Ray Lamontagne answers the musical question, "Is there a place in the commercial market for the gruff singer / songwriter?"...Yes!
Brent Black / www.criticaljazz.com
Most singer / songwriter types work from a one dimensional wheelhouse, Ray Lamontagne has no wheelhouse. Ray Lamontagne and his latest release Supernova are the epitome of what defines true artistic development. Sure, some fans may think this is a tad over produced and is "different" than any of his other four release. Different is not bad, just different and none of the other four releases are remotely similar in presentation. Go big or go home and that is exactly what Lamontagne has done.
Perfect? No, Ray Lamontagne presents his work with a sense of artistic integrity and the end result is something the listener can delve into warts and all.
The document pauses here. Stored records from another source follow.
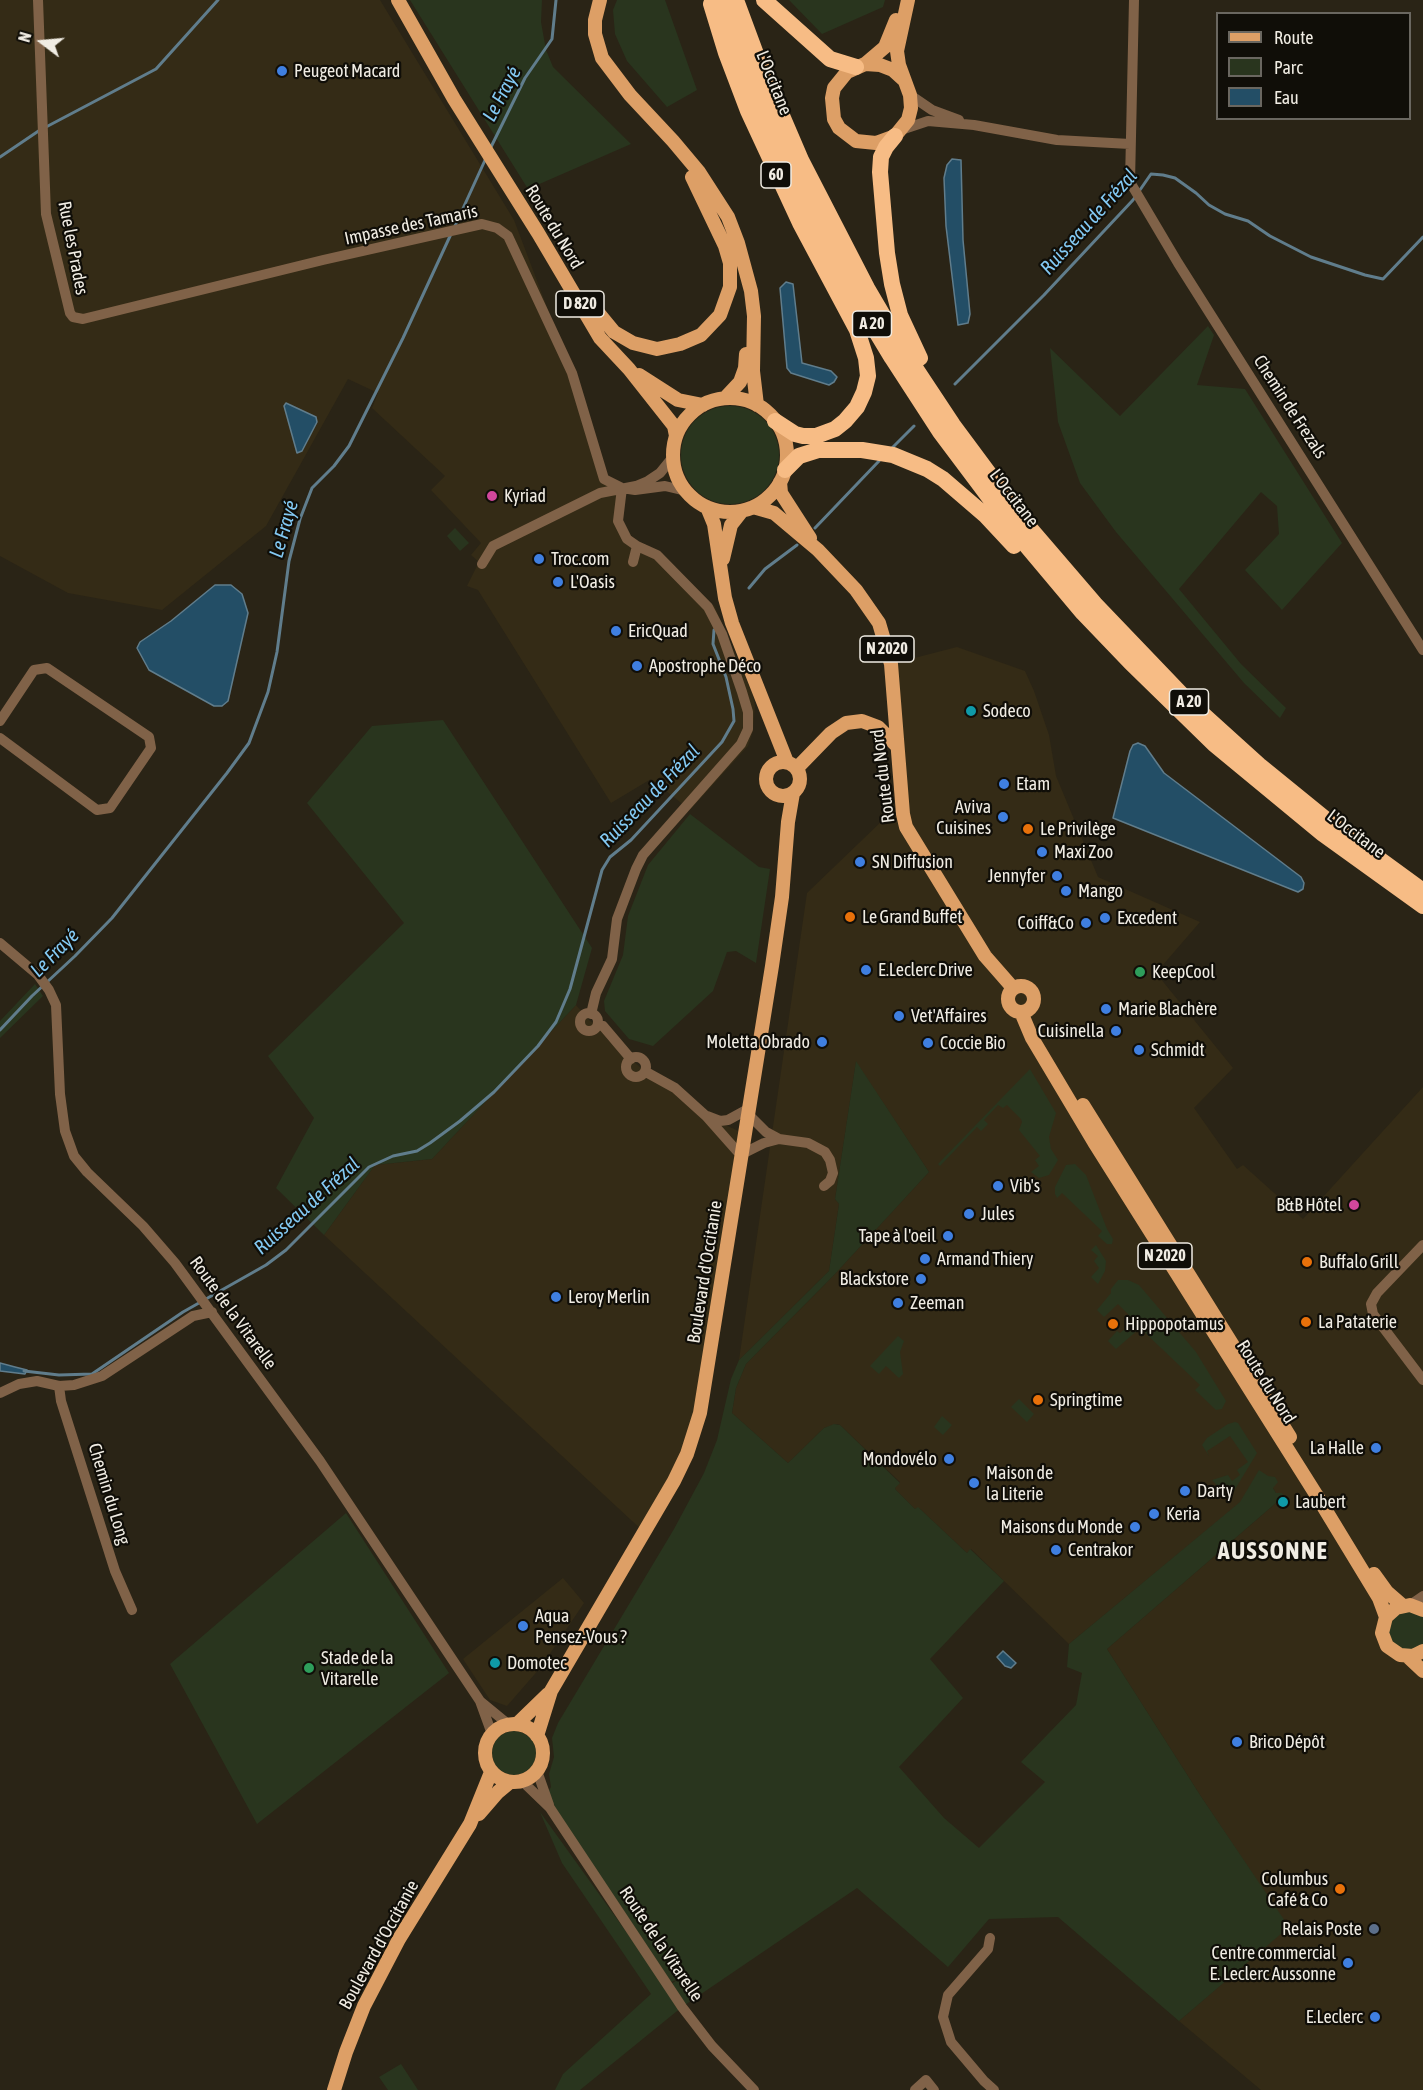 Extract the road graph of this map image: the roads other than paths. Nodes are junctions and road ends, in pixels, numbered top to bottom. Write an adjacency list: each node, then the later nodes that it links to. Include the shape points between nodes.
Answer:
1 (38, 0): 22 (street, Rue les Prades, via 46,214 74,317 83,319)
2 (388, 0): 16 (main road, Route du Nord / D 820)
3 (398, 0): 16 (main road, Route du Nord / D 820)
4 (591, 0): 20 (main road, via 586,35 596,63)
5 (600, 0): 26 (main road, via 595,34 602,58 699,172 728,217 751,291)
6 (710, 0): 27 (highway, 60, via 748,111 800,223 857,330 866,358 868,376 864,392 857,407 835,429 803,436)
7 (721, 0): 41 (highway, L'Occitane / A 20, via 787,163 854,295 912,390 978,484)
8 (736, 0): 31 (highway, L'Occitane / A 20, via 785,126 840,240 904,351)
9 (764, 0): 13 (highway, via 830,58)
10 (900, 0): 13 (main road, via 893,32 885,47)
11 (908, 0): 14 (main road, via 897,51)
12 (1134, 0): 19 (street)
13 (861, 65): 14 (main road, via 887,67); 18 (main road, via 847,72 834,88 834,119 847,135 866,144 886,141)
14 (904, 80): 15 (main road)
15 (910, 95): 17 (street, via 932,110); 18 (main road, via 908,120)
16 (454, 99): 21 (main road, Route du Nord / D 820)
17 (974, 125): 18 (street, via 928,121); 19 (street, via 1058,140)
18 (898, 133): 31 (highway, via 881,157 880,172 887,252 900,315 914,347)
19 (1130, 144): 42 (street, Chemin de Frezals, via 1132,186 1143,205)
20 (692, 177): 21 (main road, via 725,246 730,287 720,315 701,335 680,344 657,349 633,343 614,332); 24 (main road, via 720,220 744,292 745,368 740,382)
21 (538, 233): 23 (main road, Route du Nord / D 820, via 600,338)
22 (322, 260): 32 (street, Impasse des Tamaris, via 482,224 508,236 572,373 604,479)
23 (629, 369): 25 (main road, Route du Nord / D 820, via 678,400); 28 (main road, Route du Nord / D 820, via 674,426)
24 (725, 398): 25 (main road); 26 (main road)
25 (703, 405): 28 (main road, via 687,418)
26 (757, 405): 27 (main road)
27 (775, 421): 30 (main road, via 785,444)
28 (676, 436): 29 (main road)
29 (673, 457): 32 (street, via 648,481); 33 (main road, via 676,475)
30 (782, 476): 35 (main road, via 769,496); 37 (main road, Route du Nord / N 2020, via 781,493); 41 (highway, via 799,456 830,449 894,455 927,469 960,492)
31 (990, 477): 50 (highway, L'Occitane / A 20, via 1067,574 1186,699 1334,826)
32 (622, 488): 33 (street, via 664,486); 36 (street, via 618,521 627,539); 39 (street, via 600,493 493,546)
33 (686, 491): 34 (main road)
34 (707, 507): 35 (main road, via 724,512); 40 (main road, Boulevard d'Occitanie)
35 (748, 509): 37 (main road, Route du Nord / N 2020, via 774,513); 40 (main road, Boulevard d'Occitanie, via 731,525)
36 (637, 546): 38 (street); 55 (street, via 657,555 708,607 742,692 748,729 736,751 636,869 617,919 612,959)
37 (818, 550): 45 (main road, Route du Nord / N 2020, via 856,590 879,623 891,664)
38 (633, 562)
39 (482, 564)
40 (722, 564): 46 (main road, Boulevard d'Occitanie, via 732,623)
41 (1083, 613): 51 (highway, L'Occitane / A 20, via 1163,696 1244,770 1341,848)
42 (1423, 650)
43 (0, 721): 44 (street, via 34,670 47,668 149,737 151,748 110,808 97,810)
44 (0, 738)
45 (896, 745): 46 (main road, via 878,727 862,721 846,723); 53 (main road, Route du Nord / N 2020, via 903,814 910,835 985,956)
46 (785, 766): 47 (main road, Boulevard d'Occitanie, via 800,782); 48 (main road, Boulevard d'Occitanie, via 767,774 767,785)
47 (793, 793): 48 (main road); 49 (main road, Boulevard d'Occitanie)
48 (779, 796): 49 (main road, Boulevard d'Occitanie)
49 (788, 822): 57 (main road, Boulevard d'Occitanie, via 782,897)
50 (1423, 891)
51 (1423, 906)
52 (0, 943): 63 (street, Route de la Vitarelle, via 41,978 56,1005 60,1094 65,1131 74,1156 143,1226)
53 (1013, 988): 54 (main road, via 1008,1004 1013,1010); 54 (main road, via 1024,987 1033,994 1033,1003)
54 (1025, 1011): 68 (main road, Route du Nord / N 2020, via 1383,1587); 70 (main road, Route du Nord / N 2020, via 1032,1038 1317,1496 1379,1598)
55 (591, 1014): 56 (street); 56 (street, via 581,1017 581,1028 590,1032)
56 (598, 1025): 58 (street, via 631,1059 626,1066 631,1076 639,1077 645,1072 675,1088)
57 (749, 1111): 58 (street, via 720,1121); 59 (street, via 766,1132); 60 (main road, Boulevard d'Occitanie)
58 (706, 1116): 60 (street)
59 (779, 1139): 60 (street); 61 (street, via 808,1143 825,1152 833,1173)
60 (742, 1154): 74 (main road, Boulevard d'Occitanie, via 709,1364 687,1454)
61 (824, 1186)
62 (1423, 1245): 64 (street, via 1371,1304 1373,1314)
63 (210, 1309): 65 (street, via 193,1316 102,1376); 75 (street, Route de la Vitarelle, via 320,1461)
64 (1423, 1380)
65 (59, 1386): 66 (street, via 37,1381); 69 (street, Chemin du Long, via 116,1571)
66 (0, 1392)
67 (1423, 1596): 68 (street)
68 (1412, 1607): 70 (main road, via 1390,1612)
69 (132, 1610)
70 (1386, 1617): 72 (main road, via 1383,1639 1393,1652)
71 (1423, 1651): 72 (main road)
72 (1407, 1656): 73 (main road)
73 (1423, 1671)
74 (551, 1691): 76 (main road, Boulevard d'Occitanie); 78 (main road, Boulevard d'Occitanie)
75 (480, 1701): 76 (street, Route de la Vitarelle); 77 (street, Route de la Vitarelle)
76 (512, 1724): 77 (main road); 78 (main road, via 532,1730)
77 (492, 1734): 80 (main road, via 485,1749)
78 (537, 1736): 79 (main road, via 543,1753)
79 (537, 1771): 81 (main road); 82 (street, Route de la Vitarelle)
80 (491, 1772): 81 (main road, via 500,1779); 83 (main road, Boulevard d'Occitanie)
81 (516, 1782): 82 (street, Route de la Vitarelle); 83 (main road, Boulevard d'Occitanie, via 498,1792)
82 (550, 1808): 87 (street, Route de la Vitarelle, via 667,1987 712,2046)
83 (470, 1824): 86 (main road, Boulevard d'Occitanie, via 364,2006)
84 (990, 1938): 85 (street, via 988,1949 948,1995 943,2017 951,2042)
85 (984, 2081): 90 (street); 91 (street)
86 (334, 2090)
87 (754, 2090)
88 (915, 2090): 89 (street, via 926,2080)
89 (934, 2090)
90 (974, 2090)
91 (994, 2090)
There are a couple of warts here but nothing requiring immediate attention nor is there any irreparable damage done in this ambitious package. Supernova approaches commercial cross over nirvana in numerous spots yet there is a wider harmonic path of diversity cut through the lyrical maze than on previous attempts. Don't like a particular track? Just wait, Supernova never ventures too far off the beaten path it simply has the ability to forge numerous new paths throughout this most solid outing. Influences include Van Morrison and Tim Buckley while losing nothing in that most unique vision that defines Lamontagne.
Edgy, slow grooving, and some retro jazz influences have Supernova as one of the most debated releases of the year. Fans are torn, critics are puzzled and what is left of radio will of course ignore it in due course...Their loss.
Tracks: Lavender; Airwaves; She's The One; Pick Up A Gun; Julia; No Other Way; Supernova; Ojai; Smashing; Drive-In Movies.